- WHAT TO WORK ON
Look for the string "Layout" in the data below, and copy each line that holds it.

- EXERCISE DATA
⁂
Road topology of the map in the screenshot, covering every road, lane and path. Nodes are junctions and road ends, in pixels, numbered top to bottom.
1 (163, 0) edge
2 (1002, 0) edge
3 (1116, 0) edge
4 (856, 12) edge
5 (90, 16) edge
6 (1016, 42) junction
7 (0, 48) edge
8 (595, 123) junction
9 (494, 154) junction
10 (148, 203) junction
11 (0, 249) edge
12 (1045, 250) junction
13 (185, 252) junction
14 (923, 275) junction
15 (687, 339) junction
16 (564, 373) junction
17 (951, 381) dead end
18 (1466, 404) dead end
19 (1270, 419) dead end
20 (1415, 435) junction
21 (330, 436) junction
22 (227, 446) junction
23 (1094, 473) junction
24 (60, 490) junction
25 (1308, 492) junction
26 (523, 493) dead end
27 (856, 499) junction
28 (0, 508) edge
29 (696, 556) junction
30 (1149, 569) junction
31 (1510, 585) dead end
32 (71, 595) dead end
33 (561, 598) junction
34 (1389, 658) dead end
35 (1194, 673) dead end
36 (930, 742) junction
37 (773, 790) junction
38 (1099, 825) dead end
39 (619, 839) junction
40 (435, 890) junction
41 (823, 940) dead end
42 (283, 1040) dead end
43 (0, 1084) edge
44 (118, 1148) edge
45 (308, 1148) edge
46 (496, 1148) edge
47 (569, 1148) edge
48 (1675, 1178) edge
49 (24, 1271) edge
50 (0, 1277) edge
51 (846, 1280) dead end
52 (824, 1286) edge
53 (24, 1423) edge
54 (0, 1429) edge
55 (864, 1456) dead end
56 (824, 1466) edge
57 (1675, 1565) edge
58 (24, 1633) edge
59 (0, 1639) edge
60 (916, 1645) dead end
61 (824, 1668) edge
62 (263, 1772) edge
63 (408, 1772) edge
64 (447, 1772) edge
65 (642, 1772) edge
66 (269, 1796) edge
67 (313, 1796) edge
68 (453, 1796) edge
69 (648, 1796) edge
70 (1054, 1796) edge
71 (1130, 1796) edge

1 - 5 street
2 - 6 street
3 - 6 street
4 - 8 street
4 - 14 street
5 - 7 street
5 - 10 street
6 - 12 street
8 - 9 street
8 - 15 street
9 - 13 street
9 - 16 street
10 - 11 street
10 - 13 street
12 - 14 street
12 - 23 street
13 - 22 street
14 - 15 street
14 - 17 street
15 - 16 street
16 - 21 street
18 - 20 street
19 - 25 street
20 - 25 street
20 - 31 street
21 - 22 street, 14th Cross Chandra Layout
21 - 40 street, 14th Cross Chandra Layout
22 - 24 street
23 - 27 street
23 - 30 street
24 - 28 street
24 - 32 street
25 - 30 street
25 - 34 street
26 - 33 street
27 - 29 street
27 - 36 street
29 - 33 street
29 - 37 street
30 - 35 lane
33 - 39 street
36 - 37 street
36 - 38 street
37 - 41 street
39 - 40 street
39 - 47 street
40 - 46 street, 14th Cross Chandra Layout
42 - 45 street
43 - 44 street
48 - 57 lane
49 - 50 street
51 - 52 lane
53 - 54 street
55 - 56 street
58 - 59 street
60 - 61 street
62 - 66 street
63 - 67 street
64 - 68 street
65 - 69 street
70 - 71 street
⁂
- EXPECTED ANSWER
21 - 22 street, 14th Cross Chandra Layout
21 - 40 street, 14th Cross Chandra Layout
40 - 46 street, 14th Cross Chandra Layout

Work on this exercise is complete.